I had big plans for this week: meetings with scholars and plans for work at ENS-Lyon.
So on Monday, I showed up at the Ecole des Entrepots,
all excited for Lucy to have a full day of school -- and for me to have a
full day of work. Turns out one of the teachers was out sick, so they were
asking parents to keep their kids home in the afternoon. You could say
no, but then they would parcel your kid out to another class so they
could reach a better ratio. I don't think that's a recipe for success,
given what a hard time she's having with the idea of full days. So
she stayed for lunch and I picked her up at 1:30. Since her teacher was going to be out sick for the entire week, it meant that I had to pick her up at 11:30 every other day.

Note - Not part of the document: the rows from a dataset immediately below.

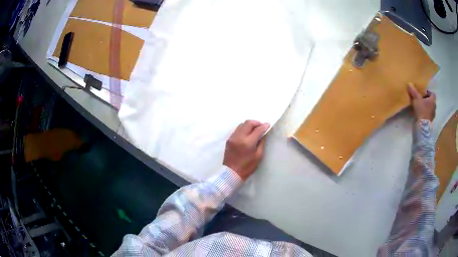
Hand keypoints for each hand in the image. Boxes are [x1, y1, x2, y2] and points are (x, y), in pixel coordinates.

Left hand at [223, 120, 269, 180]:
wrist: (231, 172)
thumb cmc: (247, 167)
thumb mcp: (258, 156)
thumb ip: (261, 143)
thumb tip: (264, 134)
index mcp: (248, 142)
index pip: (257, 129)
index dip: (264, 126)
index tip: (268, 124)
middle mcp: (239, 137)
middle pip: (248, 123)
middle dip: (256, 123)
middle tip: (261, 126)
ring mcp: (232, 137)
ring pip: (241, 125)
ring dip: (249, 125)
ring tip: (254, 129)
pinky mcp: (229, 139)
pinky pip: (237, 130)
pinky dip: (243, 129)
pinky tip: (247, 134)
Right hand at [407, 84, 435, 121]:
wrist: (422, 126)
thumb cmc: (421, 110)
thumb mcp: (416, 99)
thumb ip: (413, 91)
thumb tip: (409, 84)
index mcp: (432, 100)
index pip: (432, 94)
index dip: (428, 92)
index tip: (423, 93)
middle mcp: (434, 107)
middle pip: (431, 101)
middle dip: (427, 100)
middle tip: (421, 100)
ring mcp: (432, 116)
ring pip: (430, 109)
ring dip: (426, 108)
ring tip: (420, 107)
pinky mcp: (430, 122)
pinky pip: (428, 115)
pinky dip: (425, 114)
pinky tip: (421, 114)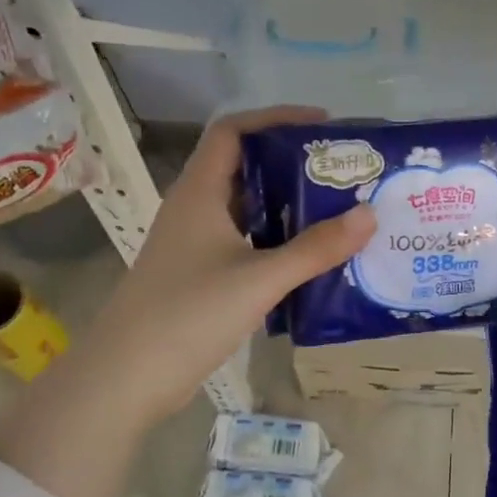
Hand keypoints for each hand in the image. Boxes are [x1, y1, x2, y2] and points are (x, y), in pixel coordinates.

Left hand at [81, 105, 375, 432]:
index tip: (323, 125)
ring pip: (245, 210)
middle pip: (244, 168)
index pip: (234, 131)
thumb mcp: (259, 279)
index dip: (275, 118)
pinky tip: (309, 258)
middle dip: (291, 164)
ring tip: (336, 211)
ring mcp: (194, 245)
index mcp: (199, 193)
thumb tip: (369, 215)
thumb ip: (315, 248)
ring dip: (286, 206)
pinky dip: (276, 242)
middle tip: (340, 173)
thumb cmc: (188, 314)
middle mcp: (194, 210)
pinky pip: (244, 244)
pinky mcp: (199, 276)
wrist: (127, 378)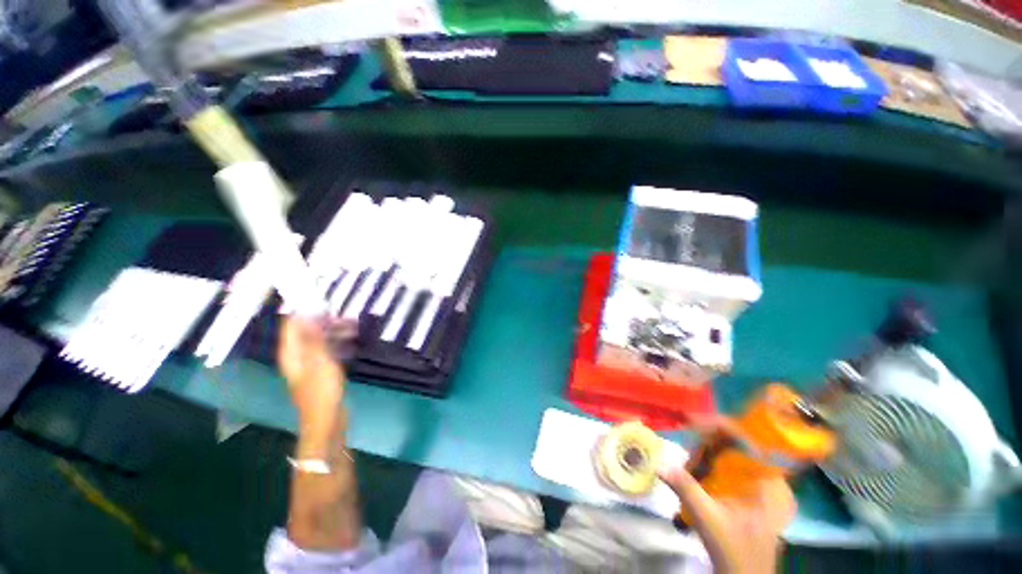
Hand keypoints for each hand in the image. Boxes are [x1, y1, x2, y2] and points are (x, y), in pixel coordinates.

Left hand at [278, 316, 354, 437]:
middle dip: (326, 321)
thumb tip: (309, 314)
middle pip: (308, 331)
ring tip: (355, 326)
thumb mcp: (319, 361)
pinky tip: (353, 341)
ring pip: (321, 340)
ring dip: (335, 332)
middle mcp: (298, 356)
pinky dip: (339, 343)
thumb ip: (314, 338)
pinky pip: (329, 350)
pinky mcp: (322, 371)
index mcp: (292, 353)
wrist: (327, 420)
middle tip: (347, 315)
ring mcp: (310, 364)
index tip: (323, 300)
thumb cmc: (321, 391)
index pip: (292, 325)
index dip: (304, 311)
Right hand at [658, 418, 795, 573]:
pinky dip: (710, 462)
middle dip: (708, 442)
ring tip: (690, 465)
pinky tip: (696, 470)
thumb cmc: (735, 551)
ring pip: (732, 452)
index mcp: (771, 482)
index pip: (750, 438)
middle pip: (738, 442)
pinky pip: (730, 464)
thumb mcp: (709, 519)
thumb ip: (686, 488)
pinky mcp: (751, 490)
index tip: (693, 420)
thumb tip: (658, 462)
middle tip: (687, 451)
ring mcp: (762, 483)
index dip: (722, 425)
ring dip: (707, 453)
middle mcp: (770, 477)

Then, on Thursday, I went to pick Lucy up and found Kate in Lucy's classroom. My first thought was "Oh no, lice!" But no, Kate's teacher was sick, so they parceled the kids out to all the classes...and sent Kate to preschool, where she was helping the four year olds with crafts and gymnastics. Since I was already bringing Lucy home, I brought Kate home, too. Then, about an hour later, I got a call from the principal, telling me that Molly's teacher was going to be sick tomorrow as well, so I am keeping all the girls. I really think I am not supposed to get any work doon Friday (along with Kate's and Lucy's). So I just kept them all home.
This makes me wonder a few things. I wonder if "sick" is code for "strike." I suspect it's not, or they would have said, but perhaps they have a reason. More importantly, I wonder what this says about childcare and the French public school system. I saw many grandparents arriving to pick up the kids in Kate and Lucy's classes. What do single parents or people without flexible jobs or without family backup do? Often in the U.S., people point to Europe --and notably, France -- as a country that has solved the problem of childcare and working, but this experience doesn't seem to demonstrate to me the truth of that statement.